* _TASK DESCRIPTION_: Keep only those lines of the records that include the string "this".

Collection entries

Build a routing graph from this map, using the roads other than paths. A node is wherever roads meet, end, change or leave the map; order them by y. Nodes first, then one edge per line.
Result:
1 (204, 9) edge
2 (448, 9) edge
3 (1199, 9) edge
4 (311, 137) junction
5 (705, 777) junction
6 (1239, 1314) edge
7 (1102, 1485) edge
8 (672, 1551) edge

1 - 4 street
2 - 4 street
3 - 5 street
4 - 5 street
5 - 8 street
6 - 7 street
...
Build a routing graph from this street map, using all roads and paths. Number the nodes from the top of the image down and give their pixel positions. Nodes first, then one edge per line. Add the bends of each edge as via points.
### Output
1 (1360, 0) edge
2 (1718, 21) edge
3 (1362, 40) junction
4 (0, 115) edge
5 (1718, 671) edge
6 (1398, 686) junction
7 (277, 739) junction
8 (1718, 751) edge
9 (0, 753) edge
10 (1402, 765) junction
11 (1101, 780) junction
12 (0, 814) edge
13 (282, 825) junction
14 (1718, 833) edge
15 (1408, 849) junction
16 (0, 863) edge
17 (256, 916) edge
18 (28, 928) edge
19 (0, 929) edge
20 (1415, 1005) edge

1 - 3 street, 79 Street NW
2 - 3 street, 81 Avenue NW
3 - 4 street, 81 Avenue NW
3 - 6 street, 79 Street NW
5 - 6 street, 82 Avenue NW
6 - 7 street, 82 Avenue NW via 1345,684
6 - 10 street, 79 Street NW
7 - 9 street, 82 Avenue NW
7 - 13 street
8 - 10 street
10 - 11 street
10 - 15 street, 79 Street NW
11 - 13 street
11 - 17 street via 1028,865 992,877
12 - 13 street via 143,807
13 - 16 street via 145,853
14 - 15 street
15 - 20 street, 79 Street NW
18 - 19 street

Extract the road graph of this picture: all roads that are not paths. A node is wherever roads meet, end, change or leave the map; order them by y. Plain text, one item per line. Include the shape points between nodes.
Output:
--
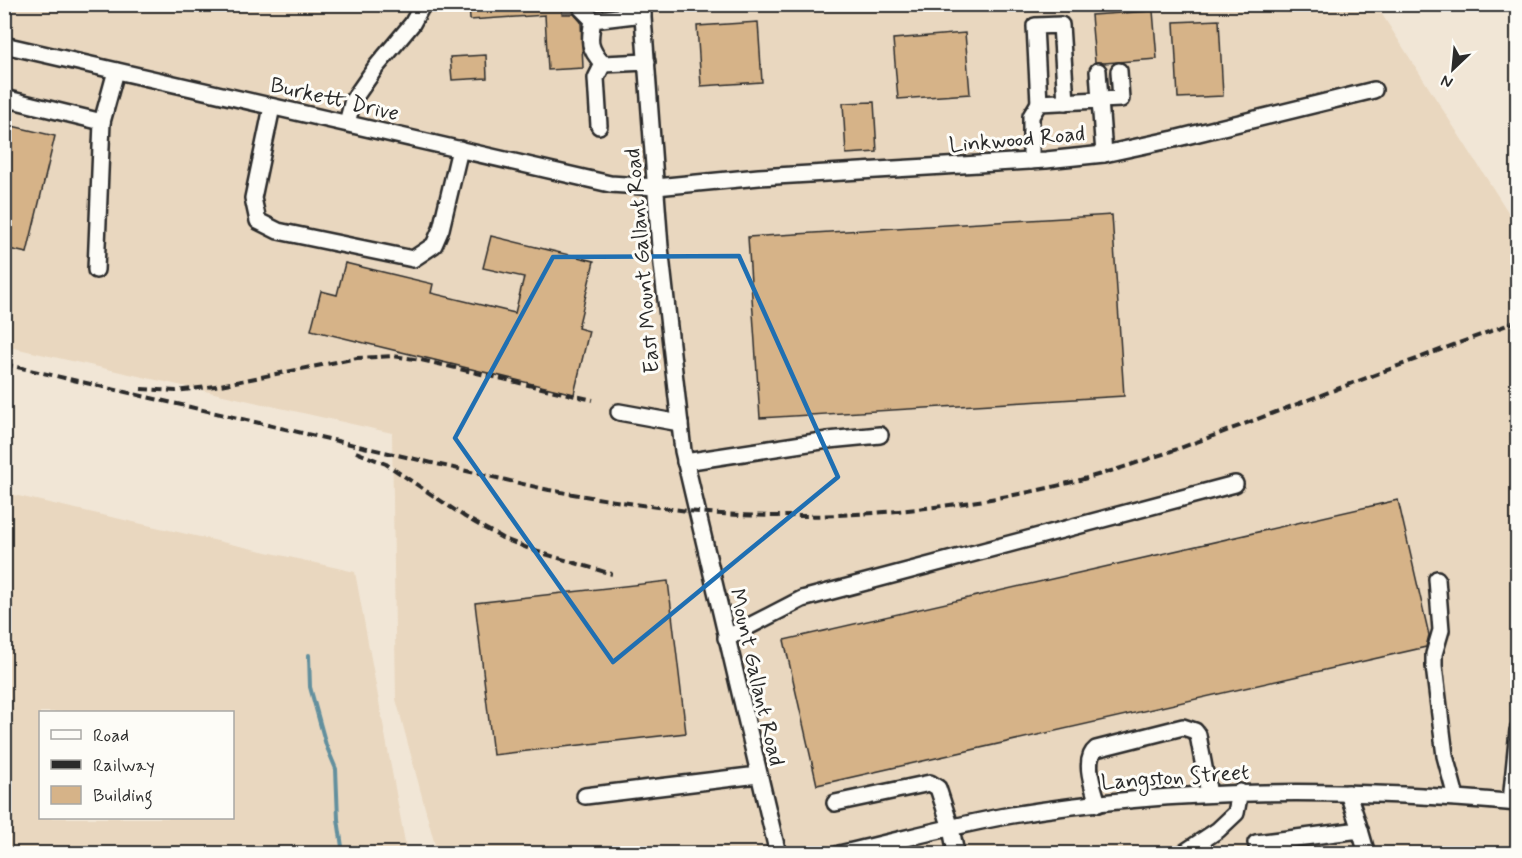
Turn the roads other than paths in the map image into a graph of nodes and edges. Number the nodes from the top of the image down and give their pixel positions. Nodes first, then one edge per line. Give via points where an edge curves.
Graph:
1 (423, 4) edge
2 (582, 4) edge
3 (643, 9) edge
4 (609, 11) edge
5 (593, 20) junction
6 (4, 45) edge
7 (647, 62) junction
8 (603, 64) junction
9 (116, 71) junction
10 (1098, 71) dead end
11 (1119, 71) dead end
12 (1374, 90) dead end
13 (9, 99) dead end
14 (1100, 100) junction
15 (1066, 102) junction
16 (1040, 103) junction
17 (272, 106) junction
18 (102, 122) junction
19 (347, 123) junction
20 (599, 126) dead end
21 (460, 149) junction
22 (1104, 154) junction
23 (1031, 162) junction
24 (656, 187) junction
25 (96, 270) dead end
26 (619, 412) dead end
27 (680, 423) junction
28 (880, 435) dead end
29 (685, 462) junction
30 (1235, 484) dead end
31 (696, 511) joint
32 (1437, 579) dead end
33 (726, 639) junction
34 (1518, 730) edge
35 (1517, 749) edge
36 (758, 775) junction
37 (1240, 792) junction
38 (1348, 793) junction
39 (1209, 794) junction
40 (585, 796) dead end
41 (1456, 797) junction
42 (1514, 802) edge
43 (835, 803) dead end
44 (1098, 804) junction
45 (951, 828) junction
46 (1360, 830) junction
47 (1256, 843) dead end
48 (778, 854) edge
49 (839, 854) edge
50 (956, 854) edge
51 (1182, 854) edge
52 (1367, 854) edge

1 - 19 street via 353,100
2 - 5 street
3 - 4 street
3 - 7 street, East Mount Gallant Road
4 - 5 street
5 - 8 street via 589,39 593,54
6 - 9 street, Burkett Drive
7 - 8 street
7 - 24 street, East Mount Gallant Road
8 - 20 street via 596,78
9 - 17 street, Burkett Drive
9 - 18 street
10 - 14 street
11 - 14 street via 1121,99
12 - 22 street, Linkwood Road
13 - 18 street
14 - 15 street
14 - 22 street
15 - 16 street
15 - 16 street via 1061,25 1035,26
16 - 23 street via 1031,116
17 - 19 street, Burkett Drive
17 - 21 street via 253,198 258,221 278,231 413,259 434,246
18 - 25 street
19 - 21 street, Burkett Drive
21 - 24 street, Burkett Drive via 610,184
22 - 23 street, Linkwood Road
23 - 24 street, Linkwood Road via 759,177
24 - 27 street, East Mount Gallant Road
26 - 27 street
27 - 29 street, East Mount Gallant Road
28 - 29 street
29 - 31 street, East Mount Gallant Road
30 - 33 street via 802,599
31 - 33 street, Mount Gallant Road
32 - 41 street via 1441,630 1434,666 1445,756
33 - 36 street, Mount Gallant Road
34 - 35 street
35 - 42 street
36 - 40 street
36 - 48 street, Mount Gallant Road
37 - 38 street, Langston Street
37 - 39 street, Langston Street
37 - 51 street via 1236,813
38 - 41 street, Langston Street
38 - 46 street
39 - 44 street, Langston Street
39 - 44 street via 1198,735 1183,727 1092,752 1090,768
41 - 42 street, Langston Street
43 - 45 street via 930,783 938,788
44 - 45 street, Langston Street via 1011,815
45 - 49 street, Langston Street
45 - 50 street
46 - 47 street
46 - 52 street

* _RESPONSE TO THE TASK_:
Build a routing graph from this map, using the roads other than paths. A node is wherever roads meet, end, change or leave the map; order them by y. Nodes first, then one edge per line.
Build a routing graph from this street map, using all roads and paths. Number the nodes from the top of the image down and give their pixel positions. Nodes first, then one edge per line. Add the bends of each edge as via points.
Extract the road graph of this picture: all roads that are not paths. A node is wherever roads meet, end, change or leave the map; order them by y. Plain text, one item per line. Include the shape points between nodes.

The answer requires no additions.